▶ [Source material]:
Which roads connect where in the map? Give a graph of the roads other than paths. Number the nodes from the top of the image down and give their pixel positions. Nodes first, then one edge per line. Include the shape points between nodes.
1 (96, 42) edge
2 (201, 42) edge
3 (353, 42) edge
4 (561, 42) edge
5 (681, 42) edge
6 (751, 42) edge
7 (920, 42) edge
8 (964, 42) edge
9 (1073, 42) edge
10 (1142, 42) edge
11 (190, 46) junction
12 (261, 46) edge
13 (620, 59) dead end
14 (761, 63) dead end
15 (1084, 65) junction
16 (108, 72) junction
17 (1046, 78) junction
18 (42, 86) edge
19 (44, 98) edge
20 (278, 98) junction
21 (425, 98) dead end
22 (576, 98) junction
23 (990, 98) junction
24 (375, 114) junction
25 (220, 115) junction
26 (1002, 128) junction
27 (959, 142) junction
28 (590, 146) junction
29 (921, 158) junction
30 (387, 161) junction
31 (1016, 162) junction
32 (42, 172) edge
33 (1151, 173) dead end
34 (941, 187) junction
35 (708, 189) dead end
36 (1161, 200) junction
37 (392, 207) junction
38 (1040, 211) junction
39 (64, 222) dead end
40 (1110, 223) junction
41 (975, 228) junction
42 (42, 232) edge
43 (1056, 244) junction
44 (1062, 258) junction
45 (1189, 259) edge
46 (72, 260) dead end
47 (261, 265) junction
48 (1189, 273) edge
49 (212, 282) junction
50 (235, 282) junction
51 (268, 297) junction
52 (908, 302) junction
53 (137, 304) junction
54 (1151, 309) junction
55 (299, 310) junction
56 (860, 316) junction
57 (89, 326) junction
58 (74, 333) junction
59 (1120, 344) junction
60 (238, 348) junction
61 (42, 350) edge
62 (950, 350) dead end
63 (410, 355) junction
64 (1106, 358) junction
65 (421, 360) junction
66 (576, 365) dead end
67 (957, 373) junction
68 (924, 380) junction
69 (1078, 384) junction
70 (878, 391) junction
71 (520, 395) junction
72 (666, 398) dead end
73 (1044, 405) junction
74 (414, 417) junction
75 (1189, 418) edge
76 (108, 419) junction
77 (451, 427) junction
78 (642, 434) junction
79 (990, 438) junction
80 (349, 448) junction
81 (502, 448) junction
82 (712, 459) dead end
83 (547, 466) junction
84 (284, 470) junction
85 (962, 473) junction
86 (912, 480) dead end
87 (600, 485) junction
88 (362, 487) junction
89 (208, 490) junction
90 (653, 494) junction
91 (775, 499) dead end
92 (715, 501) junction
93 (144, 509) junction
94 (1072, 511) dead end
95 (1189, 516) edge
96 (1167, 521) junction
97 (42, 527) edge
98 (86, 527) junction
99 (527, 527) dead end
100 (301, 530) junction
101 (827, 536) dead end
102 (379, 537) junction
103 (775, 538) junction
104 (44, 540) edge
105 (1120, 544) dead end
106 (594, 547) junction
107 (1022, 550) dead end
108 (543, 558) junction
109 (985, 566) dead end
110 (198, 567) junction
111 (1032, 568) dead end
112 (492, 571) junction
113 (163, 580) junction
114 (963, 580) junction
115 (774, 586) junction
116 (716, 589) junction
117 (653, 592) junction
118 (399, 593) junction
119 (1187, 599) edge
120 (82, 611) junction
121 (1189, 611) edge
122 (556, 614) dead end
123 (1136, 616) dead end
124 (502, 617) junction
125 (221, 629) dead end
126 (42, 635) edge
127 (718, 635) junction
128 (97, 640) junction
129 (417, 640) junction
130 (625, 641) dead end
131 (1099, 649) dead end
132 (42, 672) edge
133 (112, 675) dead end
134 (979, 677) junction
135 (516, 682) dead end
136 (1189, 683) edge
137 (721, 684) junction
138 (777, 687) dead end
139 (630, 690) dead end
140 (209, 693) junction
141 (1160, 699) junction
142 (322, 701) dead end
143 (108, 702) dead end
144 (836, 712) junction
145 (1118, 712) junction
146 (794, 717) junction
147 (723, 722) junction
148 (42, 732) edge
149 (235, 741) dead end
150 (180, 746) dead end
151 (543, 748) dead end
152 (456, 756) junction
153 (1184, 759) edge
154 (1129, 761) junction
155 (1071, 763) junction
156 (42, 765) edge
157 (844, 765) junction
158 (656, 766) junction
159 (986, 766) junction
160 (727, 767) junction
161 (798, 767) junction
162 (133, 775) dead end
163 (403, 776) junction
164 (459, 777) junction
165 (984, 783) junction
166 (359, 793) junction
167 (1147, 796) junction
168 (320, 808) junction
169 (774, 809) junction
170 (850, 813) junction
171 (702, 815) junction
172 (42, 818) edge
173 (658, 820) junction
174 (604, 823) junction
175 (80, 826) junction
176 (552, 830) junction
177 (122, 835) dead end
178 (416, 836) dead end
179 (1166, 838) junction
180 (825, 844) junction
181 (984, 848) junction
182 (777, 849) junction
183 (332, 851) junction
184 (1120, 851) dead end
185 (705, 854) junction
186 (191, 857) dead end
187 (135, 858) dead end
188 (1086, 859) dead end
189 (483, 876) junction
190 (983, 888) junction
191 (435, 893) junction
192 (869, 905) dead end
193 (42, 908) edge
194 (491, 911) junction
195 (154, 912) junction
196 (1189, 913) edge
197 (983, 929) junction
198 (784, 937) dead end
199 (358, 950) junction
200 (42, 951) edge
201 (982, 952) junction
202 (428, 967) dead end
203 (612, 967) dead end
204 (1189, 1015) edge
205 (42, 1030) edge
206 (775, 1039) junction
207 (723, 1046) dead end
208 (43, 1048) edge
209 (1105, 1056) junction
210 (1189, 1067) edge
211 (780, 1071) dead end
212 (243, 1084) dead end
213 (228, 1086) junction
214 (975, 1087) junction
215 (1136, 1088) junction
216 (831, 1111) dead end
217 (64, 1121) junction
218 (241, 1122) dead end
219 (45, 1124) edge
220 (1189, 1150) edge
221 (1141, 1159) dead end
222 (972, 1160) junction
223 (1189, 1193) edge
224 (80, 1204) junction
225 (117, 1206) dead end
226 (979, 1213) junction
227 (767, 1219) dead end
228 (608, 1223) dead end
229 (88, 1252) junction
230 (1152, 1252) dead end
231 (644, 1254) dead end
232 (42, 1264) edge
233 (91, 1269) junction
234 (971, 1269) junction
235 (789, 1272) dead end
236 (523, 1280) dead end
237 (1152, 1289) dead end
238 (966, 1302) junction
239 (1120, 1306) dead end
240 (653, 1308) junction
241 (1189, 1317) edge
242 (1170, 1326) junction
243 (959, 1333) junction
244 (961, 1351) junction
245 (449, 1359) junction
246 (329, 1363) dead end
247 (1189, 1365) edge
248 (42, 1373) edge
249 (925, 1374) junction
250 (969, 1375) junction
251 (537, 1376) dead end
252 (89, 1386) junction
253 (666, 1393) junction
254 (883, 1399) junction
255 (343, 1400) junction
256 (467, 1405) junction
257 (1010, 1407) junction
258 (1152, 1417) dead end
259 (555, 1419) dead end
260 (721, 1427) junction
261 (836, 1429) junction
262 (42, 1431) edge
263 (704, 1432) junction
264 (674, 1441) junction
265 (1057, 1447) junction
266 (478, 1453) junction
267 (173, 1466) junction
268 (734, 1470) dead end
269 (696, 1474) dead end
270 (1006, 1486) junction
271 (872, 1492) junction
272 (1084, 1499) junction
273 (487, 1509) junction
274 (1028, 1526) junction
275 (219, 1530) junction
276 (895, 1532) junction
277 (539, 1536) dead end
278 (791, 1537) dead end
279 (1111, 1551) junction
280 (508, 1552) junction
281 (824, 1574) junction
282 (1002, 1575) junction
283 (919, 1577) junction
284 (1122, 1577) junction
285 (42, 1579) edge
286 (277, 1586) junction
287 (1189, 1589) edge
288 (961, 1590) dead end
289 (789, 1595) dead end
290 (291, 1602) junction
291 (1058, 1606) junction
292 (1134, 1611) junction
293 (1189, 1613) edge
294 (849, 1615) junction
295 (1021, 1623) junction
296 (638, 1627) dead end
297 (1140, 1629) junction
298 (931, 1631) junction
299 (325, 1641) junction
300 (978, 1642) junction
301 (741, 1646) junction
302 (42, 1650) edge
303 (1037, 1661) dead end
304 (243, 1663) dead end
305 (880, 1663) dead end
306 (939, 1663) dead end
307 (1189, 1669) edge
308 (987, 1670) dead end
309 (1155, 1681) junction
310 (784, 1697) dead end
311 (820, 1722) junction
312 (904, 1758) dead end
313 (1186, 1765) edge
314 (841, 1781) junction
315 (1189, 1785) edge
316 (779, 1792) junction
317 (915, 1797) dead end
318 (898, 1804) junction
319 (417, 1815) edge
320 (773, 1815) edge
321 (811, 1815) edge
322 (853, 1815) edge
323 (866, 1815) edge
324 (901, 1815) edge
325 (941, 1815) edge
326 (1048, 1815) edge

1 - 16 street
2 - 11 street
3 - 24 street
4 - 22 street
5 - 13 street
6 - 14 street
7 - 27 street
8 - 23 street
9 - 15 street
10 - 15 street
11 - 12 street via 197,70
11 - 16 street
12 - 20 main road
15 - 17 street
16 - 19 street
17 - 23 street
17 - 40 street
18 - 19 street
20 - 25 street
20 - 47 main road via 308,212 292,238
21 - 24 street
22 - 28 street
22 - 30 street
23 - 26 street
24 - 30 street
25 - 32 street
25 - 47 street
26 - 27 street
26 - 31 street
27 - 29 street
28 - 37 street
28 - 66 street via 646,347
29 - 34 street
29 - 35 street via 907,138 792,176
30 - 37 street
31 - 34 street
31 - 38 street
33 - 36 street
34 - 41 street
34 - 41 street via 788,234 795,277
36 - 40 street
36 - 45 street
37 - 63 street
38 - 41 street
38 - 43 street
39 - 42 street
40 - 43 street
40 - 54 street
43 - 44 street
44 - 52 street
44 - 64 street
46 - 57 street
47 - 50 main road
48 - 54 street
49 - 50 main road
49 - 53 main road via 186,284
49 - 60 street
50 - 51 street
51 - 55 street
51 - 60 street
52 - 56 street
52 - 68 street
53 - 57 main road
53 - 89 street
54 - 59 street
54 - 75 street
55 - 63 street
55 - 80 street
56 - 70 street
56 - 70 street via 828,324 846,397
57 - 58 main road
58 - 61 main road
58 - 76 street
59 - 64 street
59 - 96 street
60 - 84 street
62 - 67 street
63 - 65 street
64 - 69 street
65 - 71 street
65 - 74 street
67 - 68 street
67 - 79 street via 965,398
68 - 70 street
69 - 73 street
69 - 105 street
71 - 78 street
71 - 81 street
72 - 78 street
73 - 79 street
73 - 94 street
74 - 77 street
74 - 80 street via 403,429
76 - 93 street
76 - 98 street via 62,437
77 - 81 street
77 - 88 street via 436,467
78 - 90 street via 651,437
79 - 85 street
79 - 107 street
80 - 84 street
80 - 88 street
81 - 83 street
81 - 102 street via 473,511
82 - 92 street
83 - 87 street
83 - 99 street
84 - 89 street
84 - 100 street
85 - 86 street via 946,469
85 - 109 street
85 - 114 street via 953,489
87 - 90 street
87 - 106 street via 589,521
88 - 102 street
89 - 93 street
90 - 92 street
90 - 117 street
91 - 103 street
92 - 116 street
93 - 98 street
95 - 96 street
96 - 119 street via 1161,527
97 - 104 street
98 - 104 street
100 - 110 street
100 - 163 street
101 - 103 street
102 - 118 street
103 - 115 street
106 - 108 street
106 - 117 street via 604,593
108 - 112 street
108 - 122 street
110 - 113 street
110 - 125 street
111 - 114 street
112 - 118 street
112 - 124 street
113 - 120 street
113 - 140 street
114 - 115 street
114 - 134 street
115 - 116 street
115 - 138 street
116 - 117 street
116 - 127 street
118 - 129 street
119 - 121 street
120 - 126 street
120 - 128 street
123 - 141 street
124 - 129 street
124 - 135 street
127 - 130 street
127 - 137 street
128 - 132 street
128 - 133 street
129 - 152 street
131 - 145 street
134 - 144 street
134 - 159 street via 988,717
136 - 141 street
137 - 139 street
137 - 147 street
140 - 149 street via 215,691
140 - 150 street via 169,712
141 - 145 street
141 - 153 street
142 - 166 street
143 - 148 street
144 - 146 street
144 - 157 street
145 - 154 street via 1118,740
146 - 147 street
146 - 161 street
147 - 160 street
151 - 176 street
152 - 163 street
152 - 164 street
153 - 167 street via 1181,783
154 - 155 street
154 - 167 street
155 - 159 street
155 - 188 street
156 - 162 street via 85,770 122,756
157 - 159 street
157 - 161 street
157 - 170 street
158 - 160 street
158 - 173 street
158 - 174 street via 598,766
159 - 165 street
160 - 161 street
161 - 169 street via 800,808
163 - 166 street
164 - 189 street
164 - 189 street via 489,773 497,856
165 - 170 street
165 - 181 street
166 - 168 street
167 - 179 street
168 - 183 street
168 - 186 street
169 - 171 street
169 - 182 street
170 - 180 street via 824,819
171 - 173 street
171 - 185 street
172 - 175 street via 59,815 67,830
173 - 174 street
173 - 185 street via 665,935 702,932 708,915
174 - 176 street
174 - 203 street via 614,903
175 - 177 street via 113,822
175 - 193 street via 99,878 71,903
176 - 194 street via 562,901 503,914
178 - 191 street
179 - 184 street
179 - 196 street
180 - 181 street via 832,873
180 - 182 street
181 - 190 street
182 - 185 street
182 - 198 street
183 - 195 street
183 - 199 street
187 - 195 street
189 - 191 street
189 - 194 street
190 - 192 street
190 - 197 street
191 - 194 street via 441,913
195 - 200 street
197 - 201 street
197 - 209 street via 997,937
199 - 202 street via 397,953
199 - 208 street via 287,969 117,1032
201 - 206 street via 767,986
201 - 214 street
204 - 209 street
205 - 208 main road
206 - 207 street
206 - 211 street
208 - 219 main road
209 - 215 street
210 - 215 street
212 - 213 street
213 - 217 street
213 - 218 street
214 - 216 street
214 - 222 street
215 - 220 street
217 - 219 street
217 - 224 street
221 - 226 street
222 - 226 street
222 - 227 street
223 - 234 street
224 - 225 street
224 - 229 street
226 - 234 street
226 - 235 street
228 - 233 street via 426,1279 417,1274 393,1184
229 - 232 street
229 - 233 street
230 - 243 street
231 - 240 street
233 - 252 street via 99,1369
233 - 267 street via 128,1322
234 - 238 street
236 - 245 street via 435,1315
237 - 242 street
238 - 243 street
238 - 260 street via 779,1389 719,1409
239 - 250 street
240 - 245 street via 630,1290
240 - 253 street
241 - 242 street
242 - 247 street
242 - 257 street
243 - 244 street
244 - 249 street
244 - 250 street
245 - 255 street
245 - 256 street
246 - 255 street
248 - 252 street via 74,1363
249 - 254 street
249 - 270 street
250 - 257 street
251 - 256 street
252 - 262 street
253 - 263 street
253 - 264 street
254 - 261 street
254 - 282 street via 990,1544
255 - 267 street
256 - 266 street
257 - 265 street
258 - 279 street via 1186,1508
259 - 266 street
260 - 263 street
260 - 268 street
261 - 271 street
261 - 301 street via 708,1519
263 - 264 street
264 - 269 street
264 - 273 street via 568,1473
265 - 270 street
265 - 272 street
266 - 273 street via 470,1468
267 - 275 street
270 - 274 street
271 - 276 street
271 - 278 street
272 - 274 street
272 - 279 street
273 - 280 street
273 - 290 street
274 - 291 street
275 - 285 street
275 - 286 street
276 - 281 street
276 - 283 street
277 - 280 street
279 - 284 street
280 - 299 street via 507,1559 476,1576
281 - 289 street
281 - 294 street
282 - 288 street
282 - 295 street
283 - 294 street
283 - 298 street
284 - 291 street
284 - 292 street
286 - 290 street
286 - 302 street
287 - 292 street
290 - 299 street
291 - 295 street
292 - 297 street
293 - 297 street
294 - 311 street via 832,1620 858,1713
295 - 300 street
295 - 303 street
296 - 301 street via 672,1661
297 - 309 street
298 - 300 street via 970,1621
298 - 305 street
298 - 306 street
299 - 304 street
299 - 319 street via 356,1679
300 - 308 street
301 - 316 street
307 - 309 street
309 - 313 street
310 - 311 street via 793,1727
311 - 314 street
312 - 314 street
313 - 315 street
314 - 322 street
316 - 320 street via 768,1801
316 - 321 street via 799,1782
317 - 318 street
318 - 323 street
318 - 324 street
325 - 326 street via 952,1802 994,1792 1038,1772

▶ [What the exercise asks]: The expected output is every line from the material above where "main" can be found.

▶ [Answer space]:
12 - 20 main road
20 - 47 main road via 308,212 292,238
47 - 50 main road
49 - 50 main road
49 - 53 main road via 186,284
53 - 57 main road
57 - 58 main road
58 - 61 main road
205 - 208 main road
208 - 219 main road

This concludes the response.